De acuerdo a las cifras del SESNSP el primer cuatrimestre de gobierno de López Obrador resulta ser el más violento de los últimos años. Las cifras son frías y eso es lo que dicen: 61.2% más homicidios dolosos que el inicio del gobierno de Peña y 191% más que el de Calderón. Sin embargo, habrá que contextualizar estos números tomando en cuenta que, en la segunda mitad del gobierno de Enrique Peña Nieto, la violencia comenzó a presentar un crecimiento crítico rompiendo los niveles históricos registrados en el calderonismo. En estos términos, es difícil saber a quién adjudicarle la culpa de que cada mes se alcancen cifras históricas de violencia: ¿el crecimiento de la violencia es producto de la inercia del pasado peñanietista y de su continuidad de la política de seguridad de Felipe Calderón o es resultado de los cambios en el accionar del nuevo gobierno central? difícil saberlo en este momento.

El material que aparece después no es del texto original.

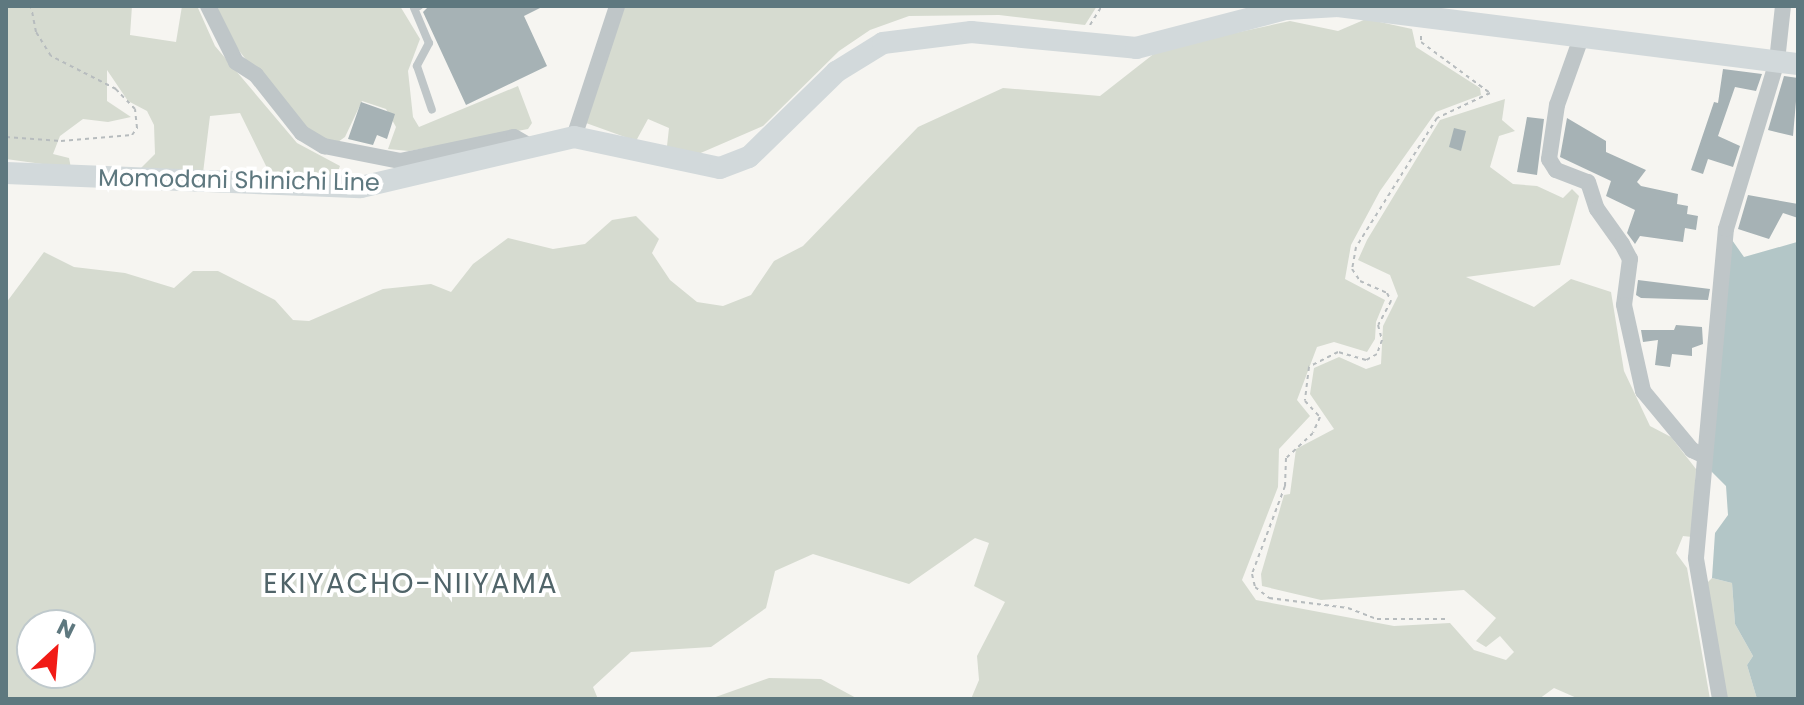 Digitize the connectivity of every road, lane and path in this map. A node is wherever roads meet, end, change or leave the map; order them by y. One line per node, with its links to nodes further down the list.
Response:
1 (31, 6): 10 (path)
2 (208, 6): 12 (street)
3 (419, 6): 9 (lane)
4 (617, 6): 11 (street)
5 (1783, 6): 8 (street)
6 (1422, 19): 7 (main road, Momodani Shinichi Line); 11 (main road, Momodani Shinichi Line); 15 (path)
7 (1581, 38): 8 (main road, Momodani Shinichi Line); 14 (street)
8 (1787, 63): 14 (street)
9 (432, 110)
10 (6, 137)
11 (574, 137): 12 (main road, Momodani Shinichi Line)
12 (528, 145): 13 (main road, Momodani Shinichi Line)
13 (6, 173)
14 (1705, 456): 16 (street)
15 (1448, 619)
16 (1720, 699) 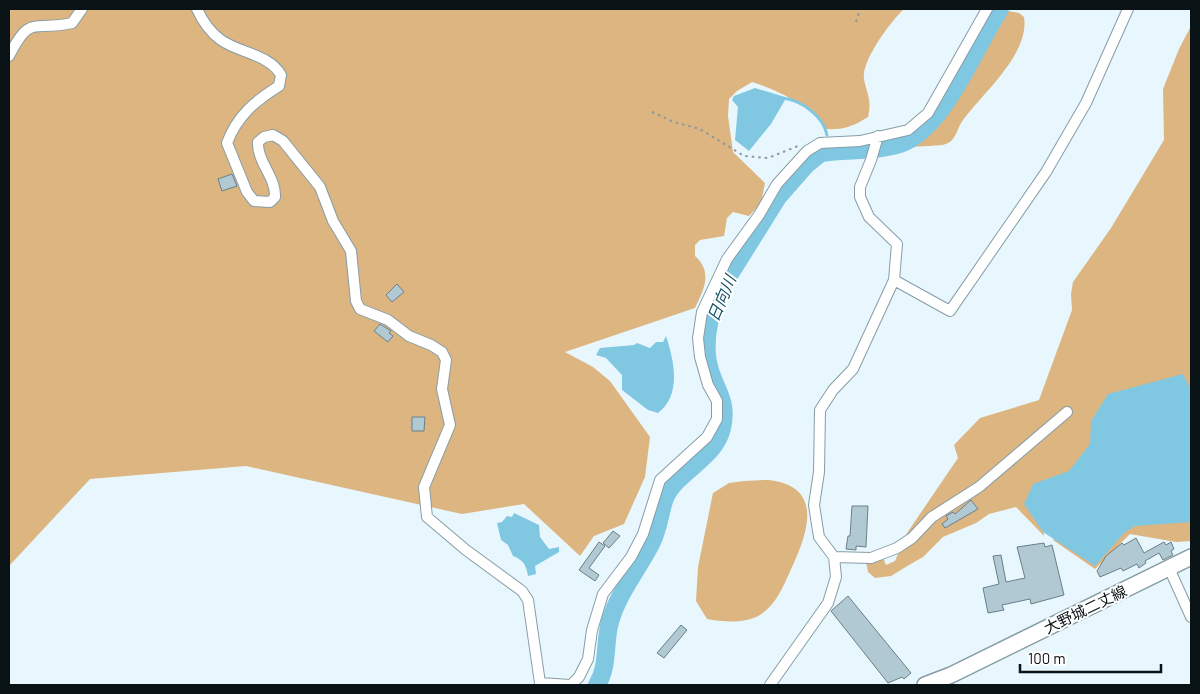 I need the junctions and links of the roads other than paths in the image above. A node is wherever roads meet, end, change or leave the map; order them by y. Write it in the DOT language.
graph roads {
  1 [pos="82,9"];
  2 [pos="197,9"];
  3 [pos="987,9"];
  4 [pos="1128,9"];
  5 [pos="9,56"];
  6 [pos="878,136"];
  7 [pos="894,280"];
  8 [pos="1067,412"];
  9 [pos="834,557"];
  10 [pos="1191,557"];
  11 [pos="1168,568"];
  12 [pos="1191,617"];
  13 [pos="540,684"];
  14 [pos="570,685"];
  15 [pos="770,685"];
  16 [pos="924,685"];
  1 -- 5 [label="street"];
  2 -- 13 [label="street"];
  3 -- 6 [label="street"];
  4 -- 7 [label="street"];
  6 -- 7 [label="street"];
  6 -- 14 [label="street"];
  7 -- 9 [label="street"];
  8 -- 9 [label="street"];
  9 -- 15 [label="street"];
  10 -- 11 [label="main road, 大野城二丈線"];
  11 -- 12 [label="street"];
  11 -- 16 [label="main road, 大野城二丈線"];
  13 -- 14 [label="street"];
}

Si el debate pretende incidir para reducir los homicidios, y no solo obtener raja política, resulta más útil, para todos, debatir si las acciones del gobierno central resultan adecuadas y suficientes. En este sentido, por ejemplo, es pertinente analizar si el supuesto de otorgar transferencias directas a las personas más desfavorecidas económicamente resulta efectivo para mejorar las condiciones de convivencia, esto tomando en cuenta que existe un importante número de investigaciones académicas que indican que la pobreza no está asociada con la violencia, y en el caso de la desigualdad por ingresos tampoco parece haber evidencia consistente sobre su impacto para reducir el número de homicidios. Así pues, esperamos que este tipo de programas sociales mejoren la calidad de vida, pero es poco probable que estas medidas influyan sobre la reducción de la violencia homicida en el país.

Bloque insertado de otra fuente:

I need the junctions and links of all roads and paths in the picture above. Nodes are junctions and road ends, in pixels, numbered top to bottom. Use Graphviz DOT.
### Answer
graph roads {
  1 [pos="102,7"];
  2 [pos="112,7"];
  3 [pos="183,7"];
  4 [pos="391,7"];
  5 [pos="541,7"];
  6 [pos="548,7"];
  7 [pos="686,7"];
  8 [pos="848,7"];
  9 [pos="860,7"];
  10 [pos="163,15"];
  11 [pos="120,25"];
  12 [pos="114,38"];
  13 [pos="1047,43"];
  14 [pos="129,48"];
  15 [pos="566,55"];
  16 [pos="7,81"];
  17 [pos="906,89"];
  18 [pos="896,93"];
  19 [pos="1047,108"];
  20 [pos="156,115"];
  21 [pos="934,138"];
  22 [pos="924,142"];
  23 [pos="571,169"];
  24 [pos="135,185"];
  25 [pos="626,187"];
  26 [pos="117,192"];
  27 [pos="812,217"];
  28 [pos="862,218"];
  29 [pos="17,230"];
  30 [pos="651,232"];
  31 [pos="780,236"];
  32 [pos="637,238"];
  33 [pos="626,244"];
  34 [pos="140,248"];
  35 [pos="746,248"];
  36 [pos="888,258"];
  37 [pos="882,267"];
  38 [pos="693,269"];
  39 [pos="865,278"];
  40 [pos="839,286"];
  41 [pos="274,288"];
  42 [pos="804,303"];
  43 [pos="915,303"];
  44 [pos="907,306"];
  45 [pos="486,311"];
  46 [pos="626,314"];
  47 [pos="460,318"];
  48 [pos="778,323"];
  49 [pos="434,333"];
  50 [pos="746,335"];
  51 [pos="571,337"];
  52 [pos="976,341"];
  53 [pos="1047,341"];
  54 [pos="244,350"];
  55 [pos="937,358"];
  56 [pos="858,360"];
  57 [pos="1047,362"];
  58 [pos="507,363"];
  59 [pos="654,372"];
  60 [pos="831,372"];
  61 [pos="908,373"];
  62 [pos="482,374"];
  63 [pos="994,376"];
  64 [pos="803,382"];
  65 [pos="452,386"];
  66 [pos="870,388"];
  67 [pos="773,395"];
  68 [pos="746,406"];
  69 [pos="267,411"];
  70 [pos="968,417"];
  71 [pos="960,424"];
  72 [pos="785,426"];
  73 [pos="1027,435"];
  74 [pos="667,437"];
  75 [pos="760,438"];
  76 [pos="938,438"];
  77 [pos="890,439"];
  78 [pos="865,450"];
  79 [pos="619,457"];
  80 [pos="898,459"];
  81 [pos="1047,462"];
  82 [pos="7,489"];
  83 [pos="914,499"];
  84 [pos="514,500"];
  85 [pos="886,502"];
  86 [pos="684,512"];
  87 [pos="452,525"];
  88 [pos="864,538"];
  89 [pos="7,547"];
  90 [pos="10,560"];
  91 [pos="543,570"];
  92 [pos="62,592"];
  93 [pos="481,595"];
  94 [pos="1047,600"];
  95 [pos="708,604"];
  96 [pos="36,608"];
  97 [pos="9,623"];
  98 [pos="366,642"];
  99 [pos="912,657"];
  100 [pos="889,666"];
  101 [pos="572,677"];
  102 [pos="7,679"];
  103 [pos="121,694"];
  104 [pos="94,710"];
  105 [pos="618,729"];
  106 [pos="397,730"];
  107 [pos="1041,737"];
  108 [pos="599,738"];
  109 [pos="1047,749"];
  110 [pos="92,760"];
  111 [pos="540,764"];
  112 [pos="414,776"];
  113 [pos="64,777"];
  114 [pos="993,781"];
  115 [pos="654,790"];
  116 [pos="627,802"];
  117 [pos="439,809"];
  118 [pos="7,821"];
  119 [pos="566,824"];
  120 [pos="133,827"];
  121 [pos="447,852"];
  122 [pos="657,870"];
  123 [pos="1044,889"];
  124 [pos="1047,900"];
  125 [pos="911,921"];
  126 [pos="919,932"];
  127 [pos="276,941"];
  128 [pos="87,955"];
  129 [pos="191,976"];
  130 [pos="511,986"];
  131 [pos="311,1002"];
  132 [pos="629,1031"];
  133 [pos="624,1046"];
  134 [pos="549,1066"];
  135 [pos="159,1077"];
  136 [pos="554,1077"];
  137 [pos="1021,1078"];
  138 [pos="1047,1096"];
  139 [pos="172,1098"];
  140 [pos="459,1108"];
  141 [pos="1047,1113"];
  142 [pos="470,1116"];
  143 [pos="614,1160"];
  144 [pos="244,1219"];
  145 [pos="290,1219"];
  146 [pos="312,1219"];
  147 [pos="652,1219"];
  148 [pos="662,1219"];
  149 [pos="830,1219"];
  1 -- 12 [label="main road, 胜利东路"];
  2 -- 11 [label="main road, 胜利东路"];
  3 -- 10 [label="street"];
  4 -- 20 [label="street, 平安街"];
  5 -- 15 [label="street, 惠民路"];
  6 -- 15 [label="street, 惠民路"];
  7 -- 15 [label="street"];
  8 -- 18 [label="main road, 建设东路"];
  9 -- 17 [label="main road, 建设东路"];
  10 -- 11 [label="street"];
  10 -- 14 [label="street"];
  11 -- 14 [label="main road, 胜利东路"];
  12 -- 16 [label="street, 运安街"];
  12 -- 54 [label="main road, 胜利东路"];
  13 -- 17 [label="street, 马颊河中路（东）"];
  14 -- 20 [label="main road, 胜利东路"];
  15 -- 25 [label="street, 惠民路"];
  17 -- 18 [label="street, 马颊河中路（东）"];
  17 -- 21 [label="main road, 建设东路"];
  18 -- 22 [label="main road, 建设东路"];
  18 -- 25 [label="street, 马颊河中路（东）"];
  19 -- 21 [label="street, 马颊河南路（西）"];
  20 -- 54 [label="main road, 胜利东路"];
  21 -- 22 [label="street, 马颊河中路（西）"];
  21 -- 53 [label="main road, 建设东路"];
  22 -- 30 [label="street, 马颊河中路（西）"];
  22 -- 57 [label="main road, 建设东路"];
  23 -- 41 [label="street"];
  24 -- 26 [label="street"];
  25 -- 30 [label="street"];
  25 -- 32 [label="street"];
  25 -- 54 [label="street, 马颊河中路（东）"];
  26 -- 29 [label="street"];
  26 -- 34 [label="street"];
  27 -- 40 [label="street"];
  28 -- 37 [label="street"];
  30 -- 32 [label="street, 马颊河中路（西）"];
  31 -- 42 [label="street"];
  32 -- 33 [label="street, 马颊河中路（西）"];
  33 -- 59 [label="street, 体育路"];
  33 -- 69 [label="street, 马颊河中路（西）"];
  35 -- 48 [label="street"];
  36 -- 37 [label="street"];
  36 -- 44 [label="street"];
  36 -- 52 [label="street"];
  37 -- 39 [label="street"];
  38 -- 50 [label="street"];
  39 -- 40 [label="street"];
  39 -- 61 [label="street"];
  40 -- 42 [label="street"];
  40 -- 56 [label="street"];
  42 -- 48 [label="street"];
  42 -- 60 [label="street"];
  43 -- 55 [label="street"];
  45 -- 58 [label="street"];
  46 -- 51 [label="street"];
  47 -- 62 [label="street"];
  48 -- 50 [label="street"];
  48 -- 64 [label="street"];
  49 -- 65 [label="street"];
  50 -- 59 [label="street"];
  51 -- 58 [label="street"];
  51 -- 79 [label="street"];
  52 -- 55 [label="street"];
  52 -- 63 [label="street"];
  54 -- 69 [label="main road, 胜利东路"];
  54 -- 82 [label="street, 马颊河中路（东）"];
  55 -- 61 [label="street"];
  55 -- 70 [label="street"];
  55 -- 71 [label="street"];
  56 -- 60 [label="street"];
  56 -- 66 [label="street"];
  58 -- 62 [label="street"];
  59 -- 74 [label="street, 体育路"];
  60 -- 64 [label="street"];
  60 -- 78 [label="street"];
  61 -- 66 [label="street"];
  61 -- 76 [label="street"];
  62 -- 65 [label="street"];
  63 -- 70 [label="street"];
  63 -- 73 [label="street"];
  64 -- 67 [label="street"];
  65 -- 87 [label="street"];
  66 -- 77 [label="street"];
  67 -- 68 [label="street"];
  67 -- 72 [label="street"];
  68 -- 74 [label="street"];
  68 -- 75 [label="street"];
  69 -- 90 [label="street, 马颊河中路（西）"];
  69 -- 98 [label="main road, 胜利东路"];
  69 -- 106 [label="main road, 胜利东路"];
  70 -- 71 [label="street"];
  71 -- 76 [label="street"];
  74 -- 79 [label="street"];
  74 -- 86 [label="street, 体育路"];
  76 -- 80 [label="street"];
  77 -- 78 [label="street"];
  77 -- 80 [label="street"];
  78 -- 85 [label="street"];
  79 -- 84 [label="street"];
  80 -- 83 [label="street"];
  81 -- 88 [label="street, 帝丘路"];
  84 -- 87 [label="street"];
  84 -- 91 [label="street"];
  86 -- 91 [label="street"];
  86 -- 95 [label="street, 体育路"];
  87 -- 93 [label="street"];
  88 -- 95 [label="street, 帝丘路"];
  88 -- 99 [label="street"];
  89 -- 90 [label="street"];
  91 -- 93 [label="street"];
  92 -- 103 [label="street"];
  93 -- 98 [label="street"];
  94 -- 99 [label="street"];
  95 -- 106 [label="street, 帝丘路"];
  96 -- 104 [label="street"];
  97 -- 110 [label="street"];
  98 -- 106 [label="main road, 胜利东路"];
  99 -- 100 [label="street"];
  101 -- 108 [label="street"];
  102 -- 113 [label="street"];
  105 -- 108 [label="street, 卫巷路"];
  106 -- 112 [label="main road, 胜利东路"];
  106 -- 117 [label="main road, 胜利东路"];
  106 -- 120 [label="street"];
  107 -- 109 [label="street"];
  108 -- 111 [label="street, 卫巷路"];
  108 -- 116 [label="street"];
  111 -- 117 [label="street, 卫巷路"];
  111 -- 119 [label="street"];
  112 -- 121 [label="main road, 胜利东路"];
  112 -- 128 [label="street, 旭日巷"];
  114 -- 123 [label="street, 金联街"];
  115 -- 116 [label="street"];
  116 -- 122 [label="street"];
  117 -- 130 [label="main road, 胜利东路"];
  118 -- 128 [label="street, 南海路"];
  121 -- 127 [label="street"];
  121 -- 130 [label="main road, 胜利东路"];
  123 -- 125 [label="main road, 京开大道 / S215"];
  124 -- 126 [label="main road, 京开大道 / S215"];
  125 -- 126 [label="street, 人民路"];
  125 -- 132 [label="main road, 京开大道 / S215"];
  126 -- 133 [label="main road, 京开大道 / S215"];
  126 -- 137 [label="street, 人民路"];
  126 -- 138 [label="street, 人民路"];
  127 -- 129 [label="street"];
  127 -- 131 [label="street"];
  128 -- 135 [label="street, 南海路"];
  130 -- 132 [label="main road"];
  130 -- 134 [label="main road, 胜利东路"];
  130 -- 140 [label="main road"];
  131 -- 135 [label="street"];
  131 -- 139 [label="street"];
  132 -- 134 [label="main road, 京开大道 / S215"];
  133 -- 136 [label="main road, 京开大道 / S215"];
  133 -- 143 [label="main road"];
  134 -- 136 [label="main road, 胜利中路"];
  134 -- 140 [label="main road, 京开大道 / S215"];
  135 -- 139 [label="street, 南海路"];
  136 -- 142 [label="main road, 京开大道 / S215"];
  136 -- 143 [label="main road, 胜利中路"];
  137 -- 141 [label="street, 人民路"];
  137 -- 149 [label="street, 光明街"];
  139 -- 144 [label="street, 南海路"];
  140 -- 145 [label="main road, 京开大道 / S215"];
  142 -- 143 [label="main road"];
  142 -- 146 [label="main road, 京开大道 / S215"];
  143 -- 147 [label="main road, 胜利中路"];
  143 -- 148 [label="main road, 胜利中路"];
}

Por otra parte, la intervención la Guardia Nacional, el otro ariete para combatir la violencia por parte del gobierno federal actual, tampoco resulta del todo alentadora, pues como nuestra propia historia lo ha demostrado, la simple presencia de fuerzas policiacas o militares en las calles no reduce la violencia en el largo plazo. Ciudades como Tijuana, Ciudad Juárez, Monterrey, Acapulco, etc. si bien redujeron el número de muertes violentas luego de la intervención de las fuerzas federales en sus territorios, eso no se mantuvo en el largo plazo, incluso, en algunos casos la violencia letal se ha recrudecido. En Tijuana, rankeada como la ciudad más violenta del mundo en 2018, de acuerdo al Consejo Ciudadano para la Seguridad Pública y la Justicia Penal A.C., entre 2010 y 2017 los homicidios crecieron a razón de 32.78% (INEGI, 2019).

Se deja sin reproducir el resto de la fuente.